◆ **Work required**:
Copy each line of the records below that has "EAST" in it.

(Data excerpts)

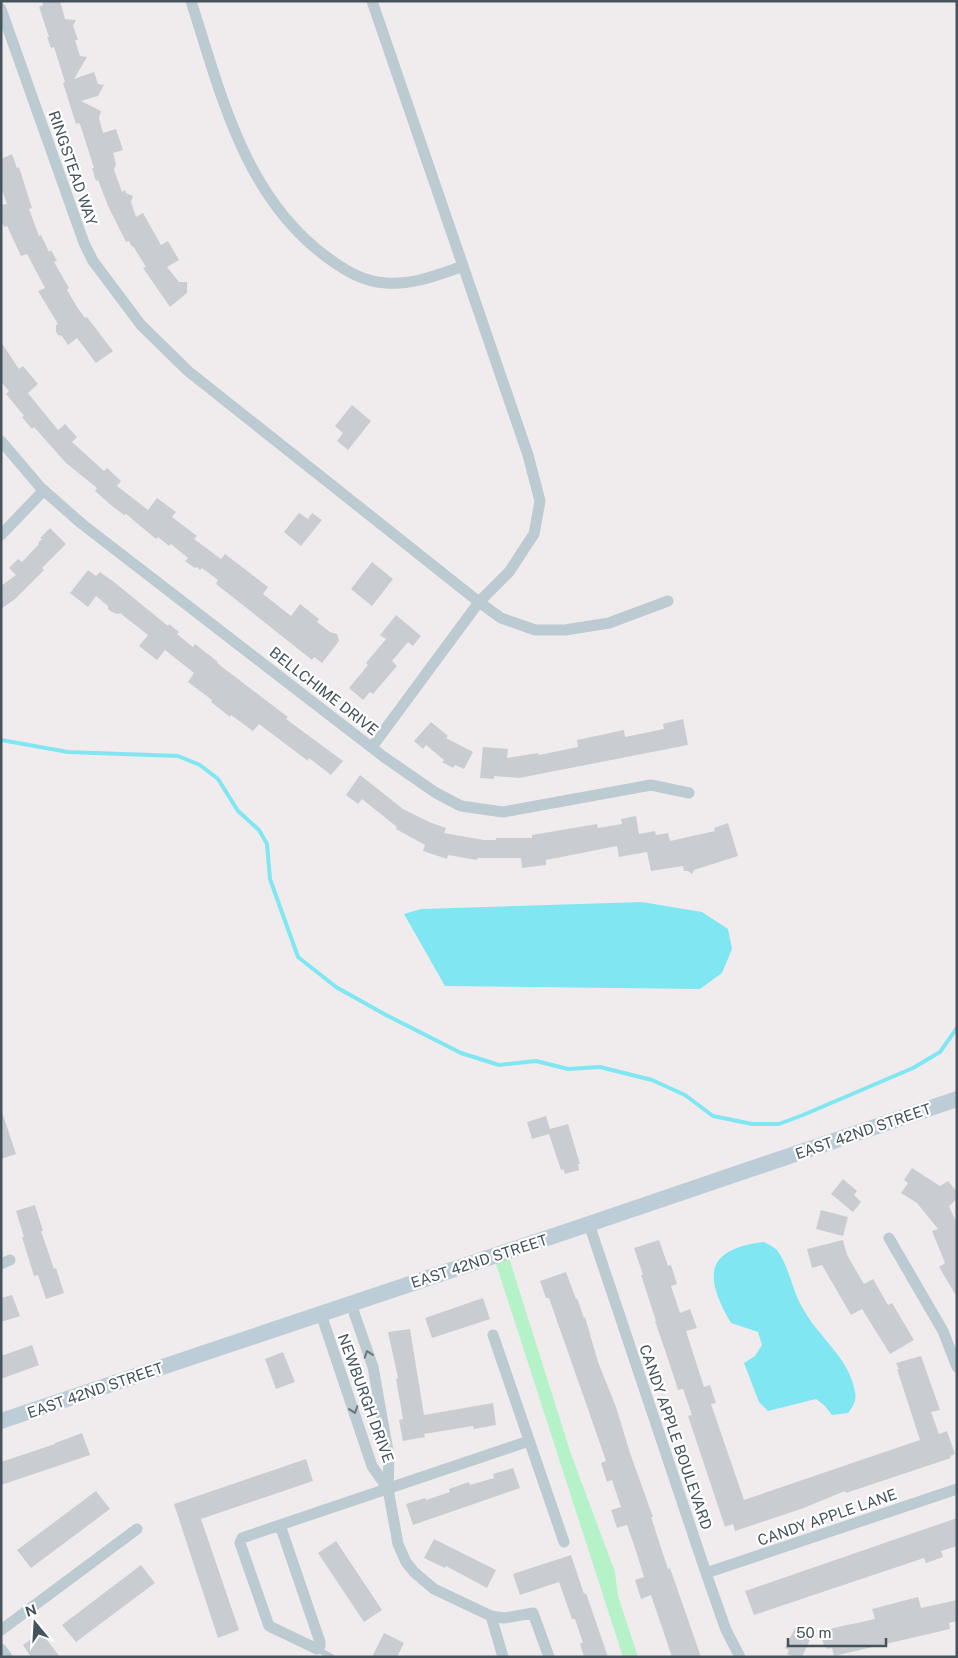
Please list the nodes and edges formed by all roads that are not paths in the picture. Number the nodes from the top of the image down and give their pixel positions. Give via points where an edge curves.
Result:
1 (190, 1) edge
2 (372, 1) edge
3 (1, 9) edge
4 (463, 266) junction
5 (1, 441) edge
6 (44, 490) junction
7 (1, 534) edge
8 (668, 601) dead end
9 (479, 602) junction
10 (372, 747) junction
11 (689, 793) dead end
12 (957, 1098) edge
13 (589, 1224) junction
14 (889, 1238) dead end
15 (351, 1304) junction
16 (321, 1314) junction
17 (493, 1335) dead end
18 (957, 1367) edge
19 (1, 1421) edge
20 (529, 1441) junction
21 (388, 1488) junction
22 (957, 1489) edge
23 (280, 1526) junction
24 (137, 1529) dead end
25 (564, 1542) dead end
26 (706, 1573) junction
27 (491, 1616) junction
28 (1, 1630) edge
29 (1, 1648) edge
30 (317, 1649) junction
31 (7, 1657) edge
32 (332, 1657) edge
33 (503, 1657) edge
34 (548, 1657) edge
35 (740, 1657) edge

1 - 4 street via 232,127 252,169 280,212 304,239 350,272 384,283 414,281
2 - 4 street
3 - 9 street, RINGSTEAD WAY via 84,243 92,261 141,325 188,371
4 - 9 street via 528,455 540,502 534,534 509,572
5 - 6 street, BELLCHIME DRIVE
6 - 7 street
6 - 10 street, BELLCHIME DRIVE via 82,524
8 - 9 street, RINGSTEAD WAY via 609,623 565,630 535,630 501,618
9 - 10 street
10 - 11 street, BELLCHIME DRIVE via 436,793 461,806 503,812 651,785
12 - 13 street, EAST 42ND STREET
13 - 15 street, EAST 42ND STREET
13 - 26 street, CANDY APPLE BOULEVARD
14 - 18 street via 943,1331
15 - 16 street, EAST 42ND STREET
21 -> 15 street via 389,1457 373,1367
16 - 19 street, EAST 42ND STREET
16 -> 21 street, NEWBURGH DRIVE via 372,1466
17 - 20 street
20 - 21 street
20 - 25 street
21 - 23 street
21 - 27 street, NEWBURGH DRIVE via 398,1544 409,1567 434,1589
22 - 26 street, CANDY APPLE LANE
23 - 30 street via 320,1642
23 - 30 street via 242,1538 240,1543 269,1626
24 - 28 street
26 - 35 street, CANDY APPLE BOULEVARD via 726,1630
27 - 33 street
27 - 34 street, NEWBURGH DRIVE via 504,1618 533,1613
29 - 31 street
30 - 32 lane

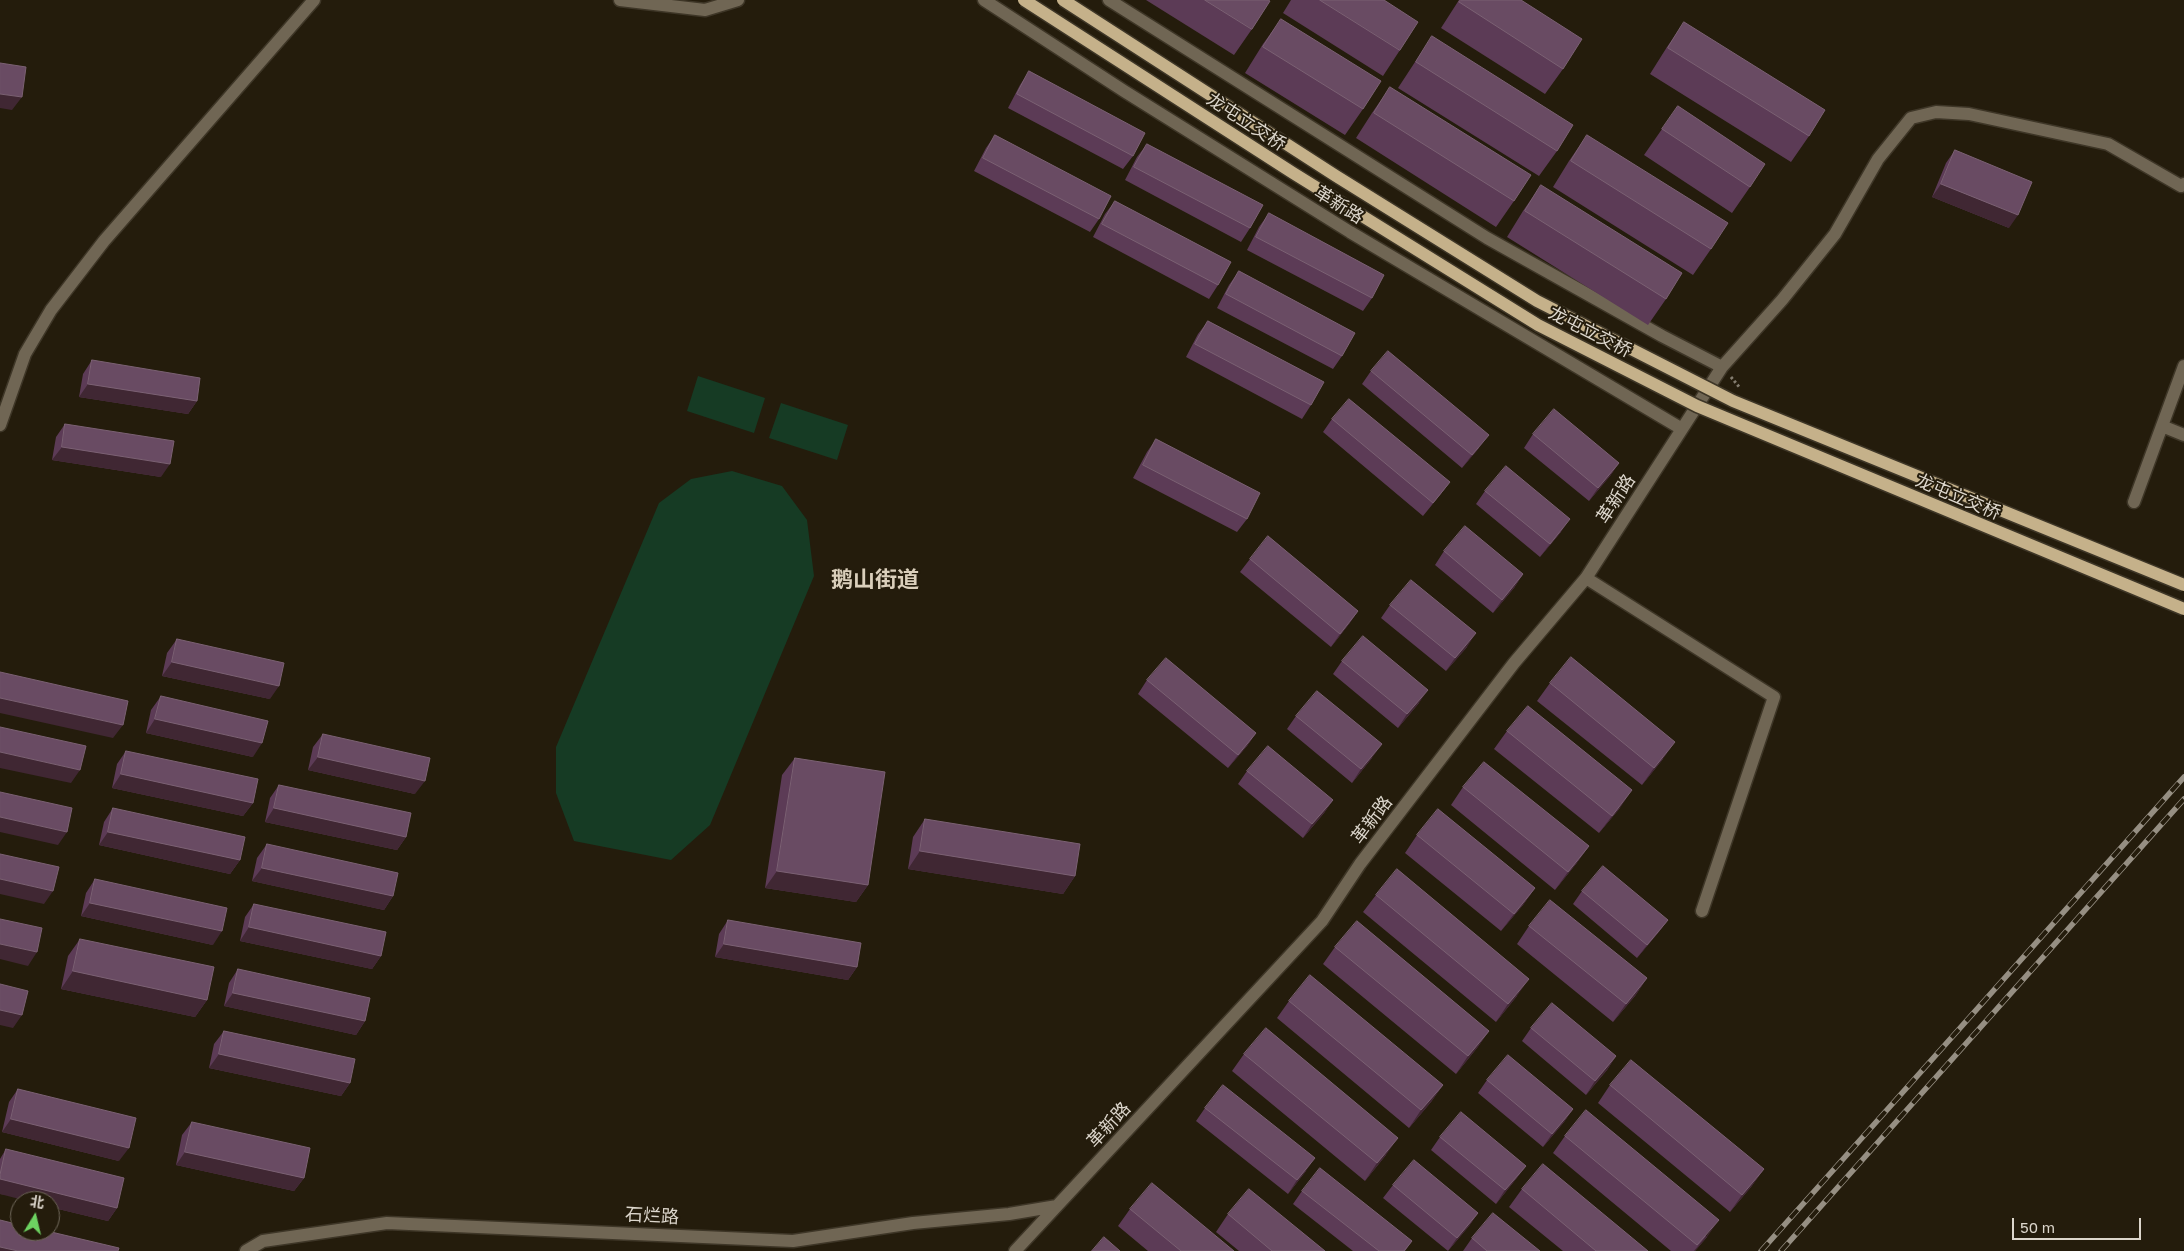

◆ **Result of this exercise**:
12 - 13 street, EAST 42ND STREET
13 - 15 street, EAST 42ND STREET
15 - 16 street, EAST 42ND STREET
16 - 19 street, EAST 42ND STREET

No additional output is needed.